Saved data entries
+ + + +

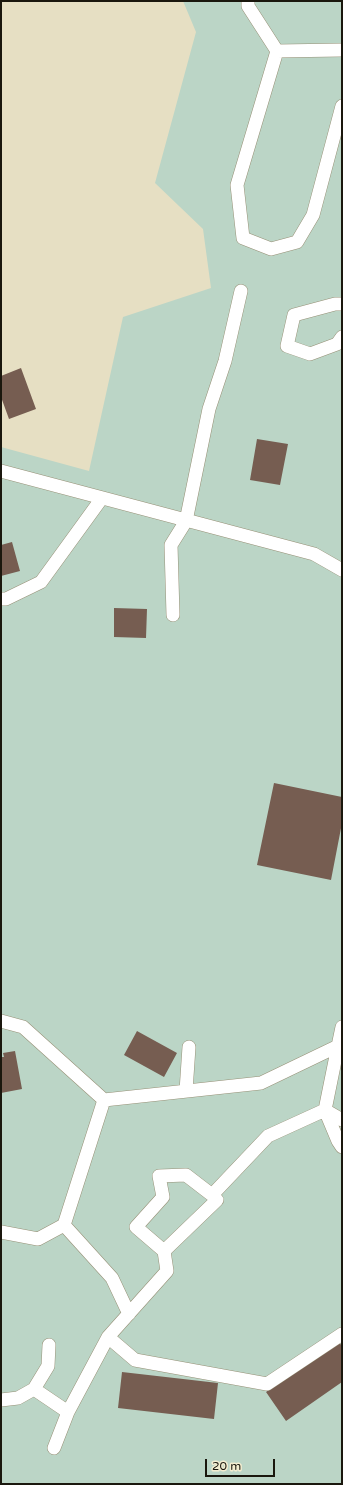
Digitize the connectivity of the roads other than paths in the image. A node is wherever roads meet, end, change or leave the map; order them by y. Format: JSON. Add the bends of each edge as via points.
{"nodes":[{"id":1,"x":248,"y":1,"type":"edge"},
{"id":2,"x":342,"y":50,"type":"edge"},
{"id":3,"x":277,"y":51,"type":"junction"},
{"id":4,"x":342,"y":106,"type":"edge"},
{"id":5,"x":241,"y":291,"type":"dead end"},
{"id":6,"x":342,"y":304,"type":"edge"},
{"id":7,"x":342,"y":337,"type":"edge"},
{"id":8,"x":1,"y":471,"type":"edge"},
{"id":9,"x":102,"y":498,"type":"junction"},
{"id":10,"x":186,"y":520,"type":"junction"},
{"id":11,"x":342,"y":570,"type":"edge"},
{"id":12,"x":1,"y":598,"type":"edge"},
{"id":13,"x":173,"y":615,"type":"dead end"},
{"id":14,"x":1,"y":1021,"type":"edge"},
{"id":15,"x":342,"y":1027,"type":"edge"},
{"id":16,"x":338,"y":1046,"type":"junction"},
{"id":17,"x":189,"y":1047,"type":"dead end"},
{"id":18,"x":186,"y":1091,"type":"junction"},
{"id":19,"x":104,"y":1100,"type":"junction"},
{"id":20,"x":326,"y":1110,"type":"junction"},
{"id":21,"x":342,"y":1120,"type":"edge"},
{"id":22,"x":342,"y":1147,"type":"edge"},
{"id":23,"x":212,"y":1195,"type":"junction"},
{"id":24,"x":64,"y":1225,"type":"junction"},
{"id":25,"x":1,"y":1232,"type":"edge"},
{"id":26,"x":164,"y":1251,"type":"junction"},
{"id":27,"x":128,"y":1314,"type":"junction"},
{"id":28,"x":342,"y":1334,"type":"edge"},
{"id":29,"x":108,"y":1337,"type":"junction"},
{"id":30,"x":49,"y":1345,"type":"dead end"},
{"id":31,"x":34,"y":1389,"type":"junction"},
{"id":32,"x":1,"y":1400,"type":"edge"},
{"id":33,"x":68,"y":1412,"type":"junction"},
{"id":34,"x":54,"y":1448,"type":"dead end"}],
"edges":[{"from":1,"to":3,"type":"lane","via":[[248,6]]},
{"from":2,"to":3,"type":"lane"},
{"from":3,"to":4,"type":"lane","via":[[237,185],[243,238],[272,249],[297,242],[313,215]]},
{"from":5,"to":10,"type":"lane","via":[[225,361],[208,409]]},
{"from":6,"to":7,"type":"lane","via":[[294,315],[287,346],[310,354],[337,344]]},
{"from":8,"to":9,"type":"lane"},
{"from":9,"to":10,"type":"lane"},
{"from":9,"to":12,"type":"lane","via":[[41,582],[6,599]]},
{"from":10,"to":11,"type":"lane","via":[[314,554]]},
{"from":10,"to":13,"type":"lane","via":[[171,545]]},
{"from":14,"to":19,"type":"lane","via":[[23,1027]]},
{"from":15,"to":16,"type":"lane"},
{"from":16,"to":18,"type":"lane","via":[[261,1082]]},
{"from":16,"to":20,"type":"lane"},
{"from":17,"to":18,"type":"lane"},
{"from":18,"to":19,"type":"lane"},
{"from":19,"to":24,"type":"lane"},
{"from":20,"to":21,"type":"lane"},
{"from":20,"to":22,"type":"lane"},
{"from":20,"to":23,"type":"lane","via":[[268,1136]]},
{"from":23,"to":26,"type":"lane","via":[[217,1200]]},
{"from":23,"to":26,"type":"lane","via":[[186,1175],[160,1176],[163,1198],[136,1227]]},
{"from":24,"to":25,"type":"lane","via":[[38,1239]]},
{"from":24,"to":27,"type":"lane","via":[[112,1278]]},
{"from":26,"to":27,"type":"lane","via":[[168,1271]]},
{"from":27,"to":29,"type":"lane"},
{"from":28,"to":29,"type":"lane","via":[[267,1384],[135,1360]]},
{"from":29,"to":33,"type":"lane"},
{"from":30,"to":31,"type":"lane","via":[[48,1366]]},
{"from":31,"to":32,"type":"lane","via":[[18,1398]]},
{"from":31,"to":33,"type":"lane"},
{"from":33,"to":34,"type":"lane"}]}
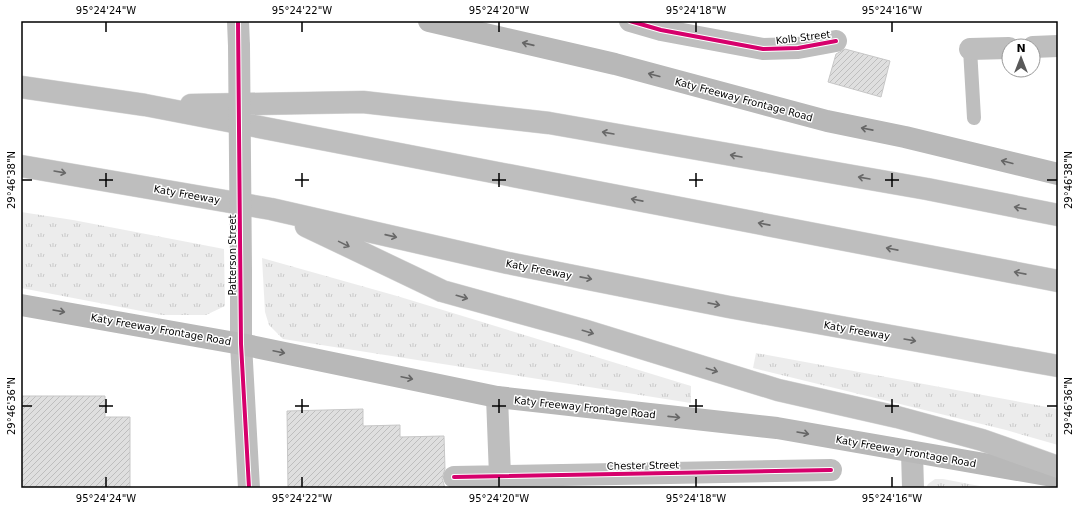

+ + + +

### Problem requirements
Write out each line of the data exactly; the images should be left out.

### Your response
Digitize the connectivity of the roads other than paths in the image. A node is wherever roads meet, end, change or leave the map; order them by y. Format: JSON. Add the bends of each edge as via points.
{"nodes":[{"id":1,"x":248,"y":1,"type":"edge"},
{"id":2,"x":342,"y":50,"type":"edge"},
{"id":3,"x":277,"y":51,"type":"junction"},
{"id":4,"x":342,"y":106,"type":"edge"},
{"id":5,"x":241,"y":291,"type":"dead end"},
{"id":6,"x":342,"y":304,"type":"edge"},
{"id":7,"x":342,"y":337,"type":"edge"},
{"id":8,"x":1,"y":471,"type":"edge"},
{"id":9,"x":102,"y":498,"type":"junction"},
{"id":10,"x":186,"y":520,"type":"junction"},
{"id":11,"x":342,"y":570,"type":"edge"},
{"id":12,"x":1,"y":598,"type":"edge"},
{"id":13,"x":173,"y":615,"type":"dead end"},
{"id":14,"x":1,"y":1021,"type":"edge"},
{"id":15,"x":342,"y":1027,"type":"edge"},
{"id":16,"x":338,"y":1046,"type":"junction"},
{"id":17,"x":189,"y":1047,"type":"dead end"},
{"id":18,"x":186,"y":1091,"type":"junction"},
{"id":19,"x":104,"y":1100,"type":"junction"},
{"id":20,"x":326,"y":1110,"type":"junction"},
{"id":21,"x":342,"y":1120,"type":"edge"},
{"id":22,"x":342,"y":1147,"type":"edge"},
{"id":23,"x":212,"y":1195,"type":"junction"},
{"id":24,"x":64,"y":1225,"type":"junction"},
{"id":25,"x":1,"y":1232,"type":"edge"},
{"id":26,"x":164,"y":1251,"type":"junction"},
{"id":27,"x":128,"y":1314,"type":"junction"},
{"id":28,"x":342,"y":1334,"type":"edge"},
{"id":29,"x":108,"y":1337,"type":"junction"},
{"id":30,"x":49,"y":1345,"type":"dead end"},
{"id":31,"x":34,"y":1389,"type":"junction"},
{"id":32,"x":1,"y":1400,"type":"edge"},
{"id":33,"x":68,"y":1412,"type":"junction"},
{"id":34,"x":54,"y":1448,"type":"dead end"}],
"edges":[{"from":1,"to":3,"type":"lane","via":[[248,6]]},
{"from":2,"to":3,"type":"lane"},
{"from":3,"to":4,"type":"lane","via":[[237,185],[243,238],[272,249],[297,242],[313,215]]},
{"from":5,"to":10,"type":"lane","via":[[225,361],[208,409]]},
{"from":6,"to":7,"type":"lane","via":[[294,315],[287,346],[310,354],[337,344]]},
{"from":8,"to":9,"type":"lane"},
{"from":9,"to":10,"type":"lane"},
{"from":9,"to":12,"type":"lane","via":[[41,582],[6,599]]},
{"from":10,"to":11,"type":"lane","via":[[314,554]]},
{"from":10,"to":13,"type":"lane","via":[[171,545]]},
{"from":14,"to":19,"type":"lane","via":[[23,1027]]},
{"from":15,"to":16,"type":"lane"},
{"from":16,"to":18,"type":"lane","via":[[261,1082]]},
{"from":16,"to":20,"type":"lane"},
{"from":17,"to":18,"type":"lane"},
{"from":18,"to":19,"type":"lane"},
{"from":19,"to":24,"type":"lane"},
{"from":20,"to":21,"type":"lane"},
{"from":20,"to":22,"type":"lane"},
{"from":20,"to":23,"type":"lane","via":[[268,1136]]},
{"from":23,"to":26,"type":"lane","via":[[217,1200]]},
{"from":23,"to":26,"type":"lane","via":[[186,1175],[160,1176],[163,1198],[136,1227]]},
{"from":24,"to":25,"type":"lane","via":[[38,1239]]},
{"from":24,"to":27,"type":"lane","via":[[112,1278]]},
{"from":26,"to":27,"type":"lane","via":[[168,1271]]},
{"from":27,"to":29,"type":"lane"},
{"from":28,"to":29,"type":"lane","via":[[267,1384],[135,1360]]},
{"from":29,"to":33,"type":"lane"},
{"from":30,"to":31,"type":"lane","via":[[48,1366]]},
{"from":31,"to":32,"type":"lane","via":[[18,1398]]},
{"from":31,"to":33,"type":"lane"},
{"from":33,"to":34,"type":"lane"}]}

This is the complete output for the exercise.